= INSTRUCTIONS TO FOLLOW =
On every line of the listing, check for "Straße"; copy the lines that have it.
++++ RECORD SET
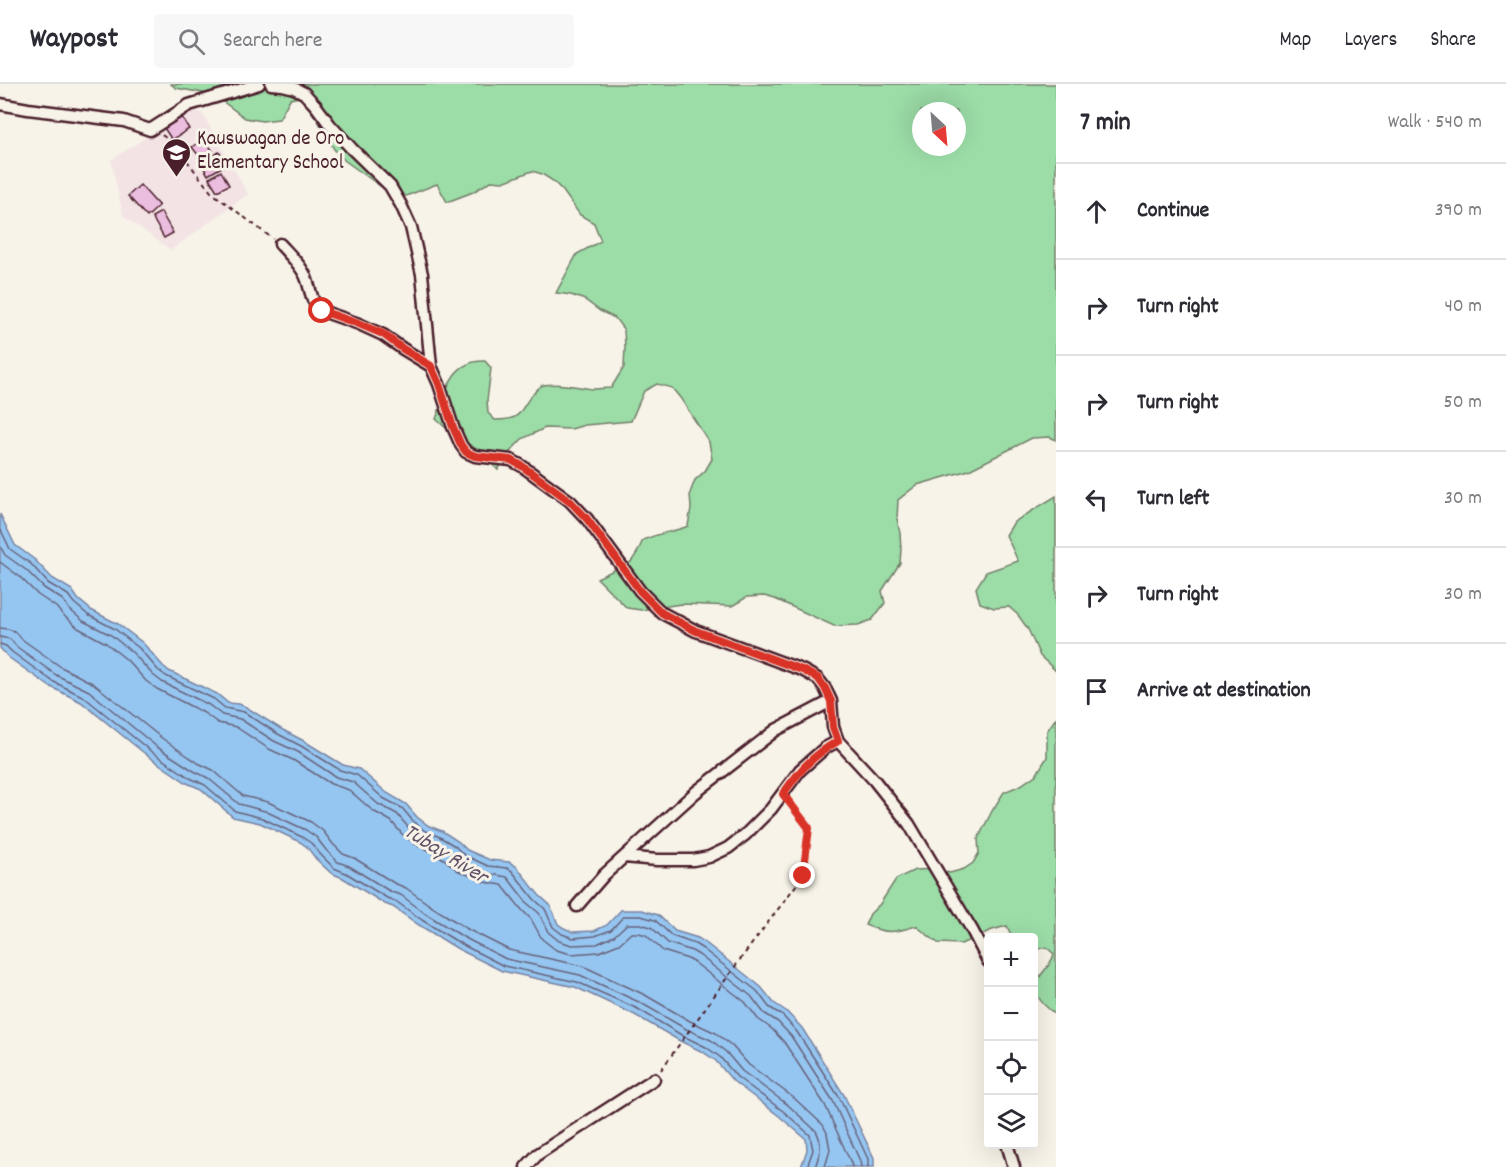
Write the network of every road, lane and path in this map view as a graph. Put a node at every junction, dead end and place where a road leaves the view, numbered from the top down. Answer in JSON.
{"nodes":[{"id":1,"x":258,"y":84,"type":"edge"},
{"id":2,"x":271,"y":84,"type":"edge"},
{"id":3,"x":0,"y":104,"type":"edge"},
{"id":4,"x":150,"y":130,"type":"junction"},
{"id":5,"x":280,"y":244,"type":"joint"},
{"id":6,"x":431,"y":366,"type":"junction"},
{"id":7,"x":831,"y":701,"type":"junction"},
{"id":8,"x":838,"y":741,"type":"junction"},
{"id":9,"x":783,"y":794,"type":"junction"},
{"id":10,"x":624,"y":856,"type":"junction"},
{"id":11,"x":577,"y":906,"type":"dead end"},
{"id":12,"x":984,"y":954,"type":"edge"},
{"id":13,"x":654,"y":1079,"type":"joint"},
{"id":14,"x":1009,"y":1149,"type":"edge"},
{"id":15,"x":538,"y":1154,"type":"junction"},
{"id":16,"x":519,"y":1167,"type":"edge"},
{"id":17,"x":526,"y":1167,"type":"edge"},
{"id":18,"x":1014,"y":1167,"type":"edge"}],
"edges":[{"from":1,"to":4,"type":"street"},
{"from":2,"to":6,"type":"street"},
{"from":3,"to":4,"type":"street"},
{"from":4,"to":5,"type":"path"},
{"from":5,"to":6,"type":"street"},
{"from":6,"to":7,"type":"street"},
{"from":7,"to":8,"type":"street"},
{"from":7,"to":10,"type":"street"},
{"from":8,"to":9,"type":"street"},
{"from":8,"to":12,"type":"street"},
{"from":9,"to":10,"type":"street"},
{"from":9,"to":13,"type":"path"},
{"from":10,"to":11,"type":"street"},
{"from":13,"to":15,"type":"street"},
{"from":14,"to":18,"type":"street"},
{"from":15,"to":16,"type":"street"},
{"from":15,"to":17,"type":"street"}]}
++++++++
++++ RECORD SET
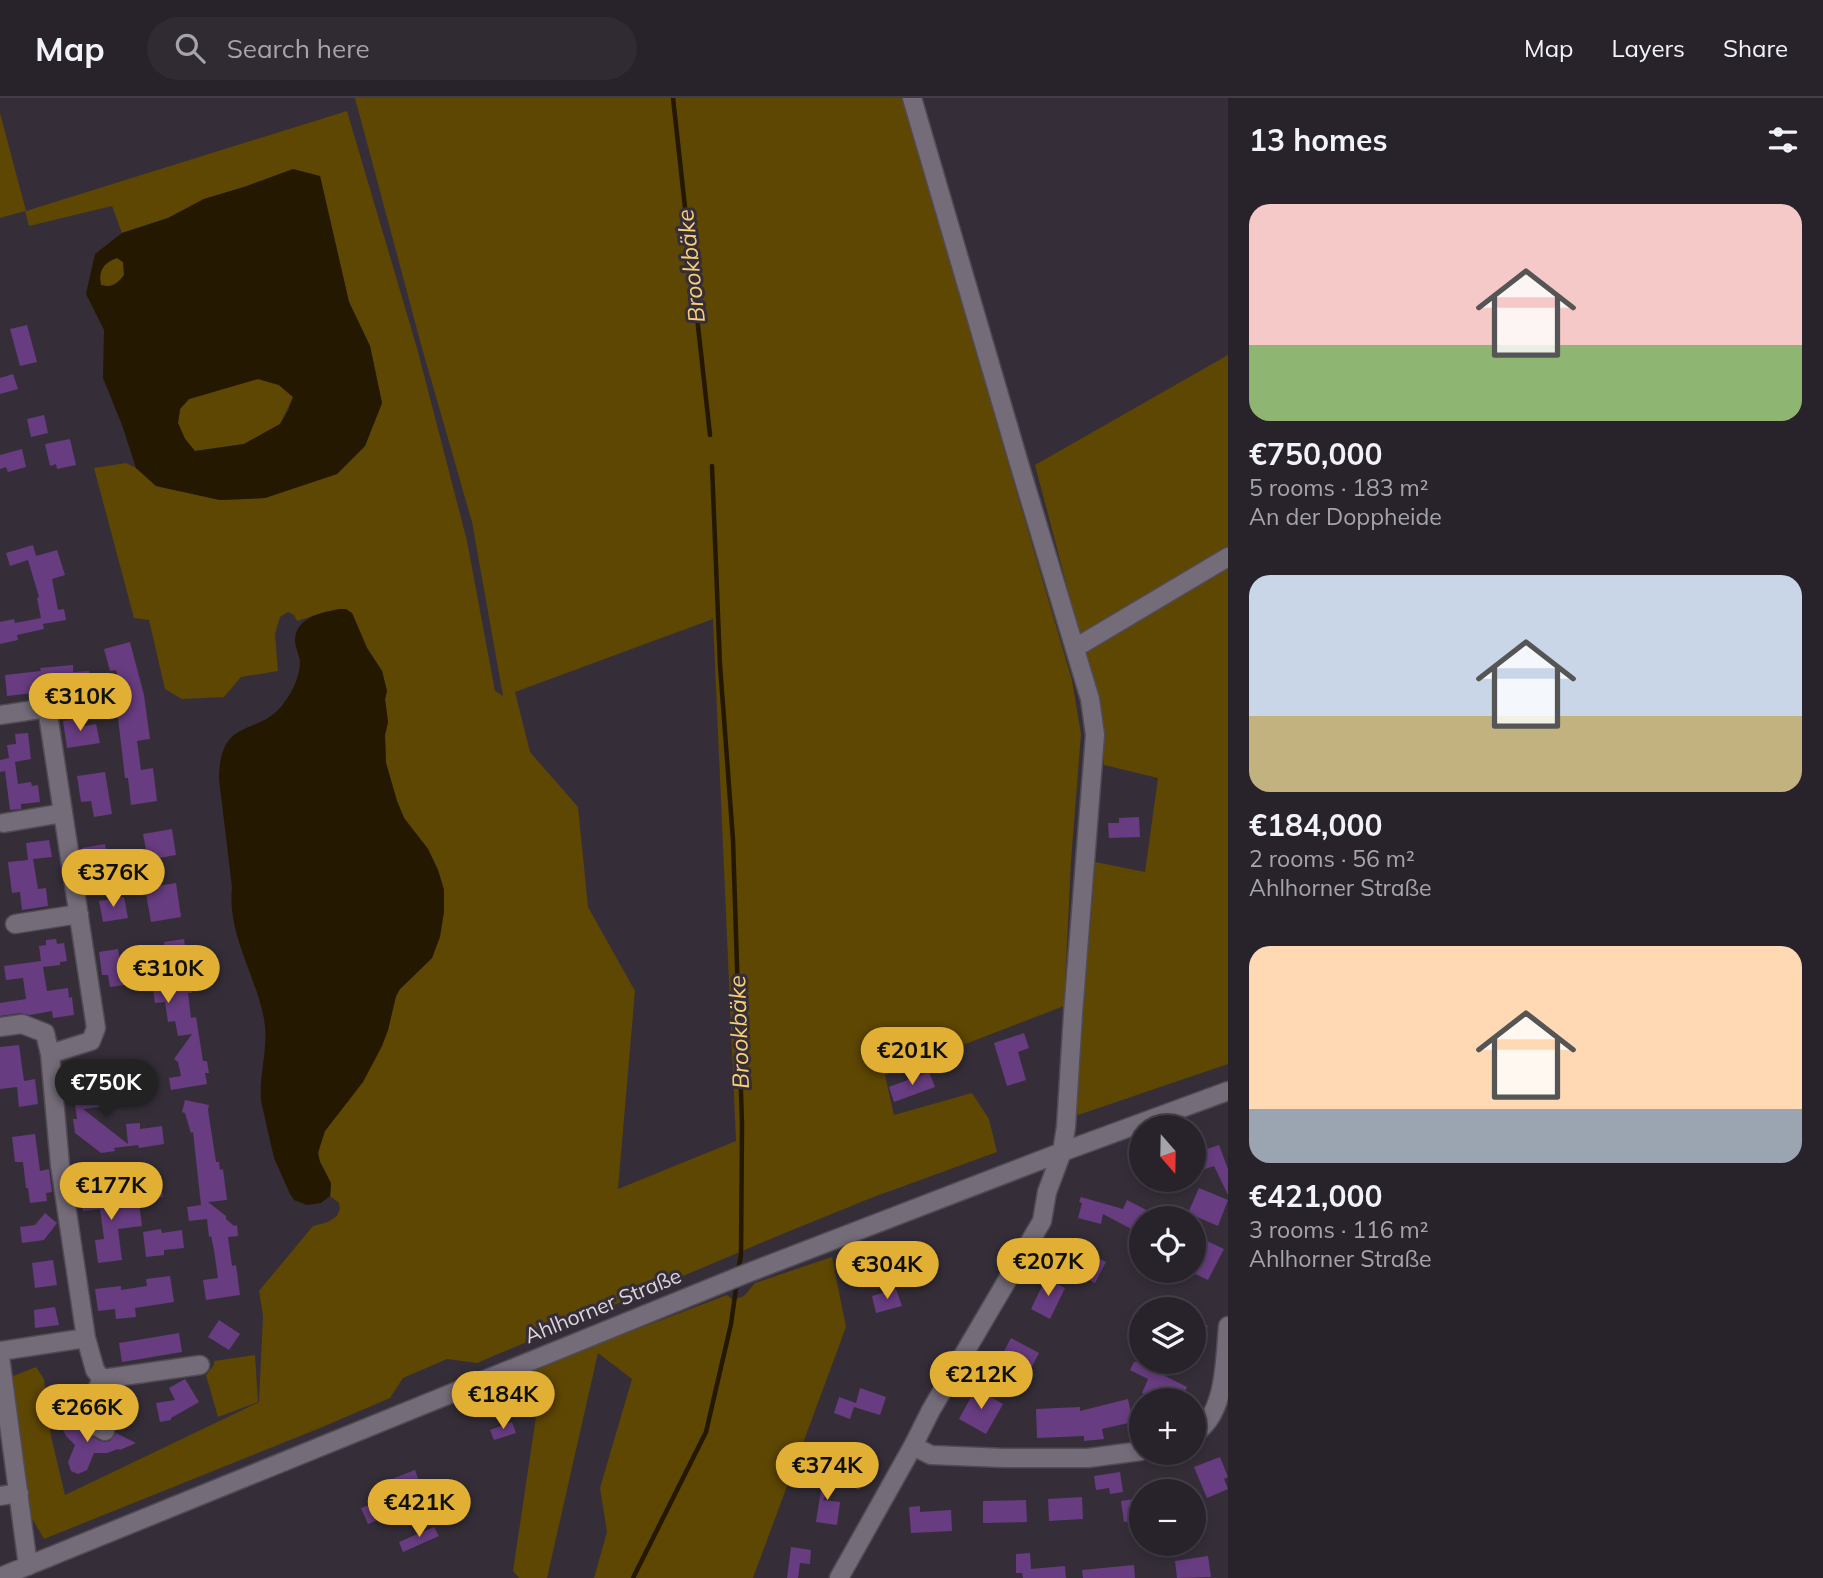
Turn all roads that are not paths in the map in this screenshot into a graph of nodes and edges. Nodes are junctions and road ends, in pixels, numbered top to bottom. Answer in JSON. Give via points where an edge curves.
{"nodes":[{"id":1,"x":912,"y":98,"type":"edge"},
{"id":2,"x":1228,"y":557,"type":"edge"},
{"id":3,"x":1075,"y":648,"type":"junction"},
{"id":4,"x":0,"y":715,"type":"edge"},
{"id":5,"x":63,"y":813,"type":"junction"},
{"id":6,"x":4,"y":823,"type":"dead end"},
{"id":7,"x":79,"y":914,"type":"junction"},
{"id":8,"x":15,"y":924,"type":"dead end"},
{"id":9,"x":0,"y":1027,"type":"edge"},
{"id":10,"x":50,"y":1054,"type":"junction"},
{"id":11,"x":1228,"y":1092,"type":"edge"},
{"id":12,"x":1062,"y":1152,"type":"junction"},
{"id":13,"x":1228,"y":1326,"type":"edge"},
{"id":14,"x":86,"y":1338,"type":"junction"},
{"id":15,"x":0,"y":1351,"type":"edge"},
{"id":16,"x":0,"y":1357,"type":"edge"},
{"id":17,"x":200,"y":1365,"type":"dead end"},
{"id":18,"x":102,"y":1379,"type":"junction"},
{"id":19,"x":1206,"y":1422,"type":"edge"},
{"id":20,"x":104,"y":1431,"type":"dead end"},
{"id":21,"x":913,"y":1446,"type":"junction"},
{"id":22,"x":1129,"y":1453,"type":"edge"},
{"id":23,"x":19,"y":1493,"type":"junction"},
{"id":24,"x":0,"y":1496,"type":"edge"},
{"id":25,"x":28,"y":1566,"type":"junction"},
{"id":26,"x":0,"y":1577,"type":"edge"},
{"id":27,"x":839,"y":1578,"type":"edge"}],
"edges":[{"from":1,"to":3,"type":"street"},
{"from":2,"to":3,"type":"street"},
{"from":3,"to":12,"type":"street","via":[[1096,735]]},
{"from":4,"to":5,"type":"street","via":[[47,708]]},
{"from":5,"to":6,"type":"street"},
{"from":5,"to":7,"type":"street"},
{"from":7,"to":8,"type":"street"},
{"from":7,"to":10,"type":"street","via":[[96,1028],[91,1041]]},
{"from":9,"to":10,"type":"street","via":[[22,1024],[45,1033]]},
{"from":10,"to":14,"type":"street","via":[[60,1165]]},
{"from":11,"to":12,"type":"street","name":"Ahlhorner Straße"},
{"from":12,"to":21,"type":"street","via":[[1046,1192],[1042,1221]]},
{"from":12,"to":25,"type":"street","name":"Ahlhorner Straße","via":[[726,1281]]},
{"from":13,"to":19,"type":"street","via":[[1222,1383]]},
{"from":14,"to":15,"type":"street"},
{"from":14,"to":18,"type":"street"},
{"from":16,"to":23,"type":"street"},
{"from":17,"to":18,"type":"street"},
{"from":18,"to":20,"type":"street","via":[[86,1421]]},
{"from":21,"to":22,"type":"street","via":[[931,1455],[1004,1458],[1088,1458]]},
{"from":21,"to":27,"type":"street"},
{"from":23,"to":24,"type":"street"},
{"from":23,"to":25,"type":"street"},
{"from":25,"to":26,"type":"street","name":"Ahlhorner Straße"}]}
++++++++
= RESULT OF THE EXERCISE =
{"from":11,"to":12,"type":"street","name":"Ahlhorner Straße"},
{"from":12,"to":25,"type":"street","name":"Ahlhorner Straße","via":[[726,1281]]},
{"from":25,"to":26,"type":"street","name":"Ahlhorner Straße"}]}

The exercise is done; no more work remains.